Professor Wallace is teaching the undergraduate course “Introduction to International Relations” as well as the graduate-level course “Dynamics of Wartime Violence” this Autumn quarter. This Winter, he will teach the upper-level undergraduate course “International Organizations.”
Sophia Jordán Wallace
Finally, our third new faculty member is Sophia Jordán Wallace, who joins the department as Associate Professor. Wallace received her Ph.D. in Government from Cornell University in 2010, and spent the last year as a Ford Foundation Fellow at the University of Pennsylvania. Before joining the UW faculty, she taught at Rutgers University-New Brunswick from 2012 to 2016 and at the University of Kentucky from 2009 to 2012. Professor Wallace’s research and teaching focuses on Latino politics and representation, social movements, and immigration policy.
Since both of her parents are immigrants, she has a natural interest in immigration and immigration policy. In fact, she says that had she not gone into academia, she would have pursued a career as an immigration lawyer. The issue of immigration impacted her as a child, as she notes “I was always acutely aware of what it meant to be a child of immigrants in an area in which my parents were struggling to figure out this country,” thus “questions of immigration are central to who I am.”

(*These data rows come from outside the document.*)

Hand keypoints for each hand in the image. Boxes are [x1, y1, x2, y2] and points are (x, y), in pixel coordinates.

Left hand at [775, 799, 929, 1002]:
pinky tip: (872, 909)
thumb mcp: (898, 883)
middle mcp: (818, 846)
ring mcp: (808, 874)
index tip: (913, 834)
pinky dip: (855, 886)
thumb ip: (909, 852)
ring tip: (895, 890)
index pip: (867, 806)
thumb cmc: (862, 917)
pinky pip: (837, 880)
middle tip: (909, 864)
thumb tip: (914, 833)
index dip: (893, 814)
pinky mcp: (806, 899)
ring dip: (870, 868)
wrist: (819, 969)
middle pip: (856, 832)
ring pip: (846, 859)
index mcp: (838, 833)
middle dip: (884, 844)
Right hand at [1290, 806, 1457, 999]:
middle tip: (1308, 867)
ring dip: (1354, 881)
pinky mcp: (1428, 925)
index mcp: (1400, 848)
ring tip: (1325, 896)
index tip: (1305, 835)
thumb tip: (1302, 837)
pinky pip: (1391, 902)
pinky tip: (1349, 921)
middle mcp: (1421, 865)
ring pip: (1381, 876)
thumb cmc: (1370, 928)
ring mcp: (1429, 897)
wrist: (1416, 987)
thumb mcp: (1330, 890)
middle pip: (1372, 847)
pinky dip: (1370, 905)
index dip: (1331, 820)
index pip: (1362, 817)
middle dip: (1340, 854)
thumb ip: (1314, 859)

Professor Wallace is currently working on her first book entitled United We Stand: Latino Representation in Congress, in which she assesses what Latino interests are and how they are being represented by Latino and non-Latino legislators. She bases her definition of what constitutes Latino interests not just on public opinion polling but also on histories of activism, which “we should take […] as a very strong signal of the relative importance of those issues for that community.” Her assessment of legislative activity is expansive as well as it goes well beyond voting to include “bill introduction, co-sponsorship, what [legislators] say on the floor, what they do in committees, how they spend their time, [and] what kind of resources they devote in their offices to Latino outreach.” Based on her analysis of this extensive data, she concludes that “there is a lot of evidence that Latino representatives do represent Latinos in ways that are distinct from other non-Latino representatives.”
Along with a colleague, Wallace also created the Immigrant Rights Protest Data Set capturing 357 protests that occurred between February 14 and May 1st, 2006. The data points initially came from email accounts and where then confirmed by newspaper reports and by calling police stations. They used that data in conjunction with public opinion data that was gathered before, during and after the protest to assess the effect of the protests on attitudes. Furthermore, they relied upon census data to map the protests onto congressional districts, which then built the foundation for an analysis of how these protests influenced congressional activities.
Professor Wallace is excited to join the department since it “has long had a strong group of people working on race and politics,” an area that she notes very few departments in the country have developed strength. During the Autumn quarter, Wallace is teaching the undergraduate course “U.S. Latino Politics” as well as an advanced seminar in American politics on “Immigration Politics and Policy.” In Winter, she will be teaching the undergraduate course “U.S. Race and Ethnicity Politics.”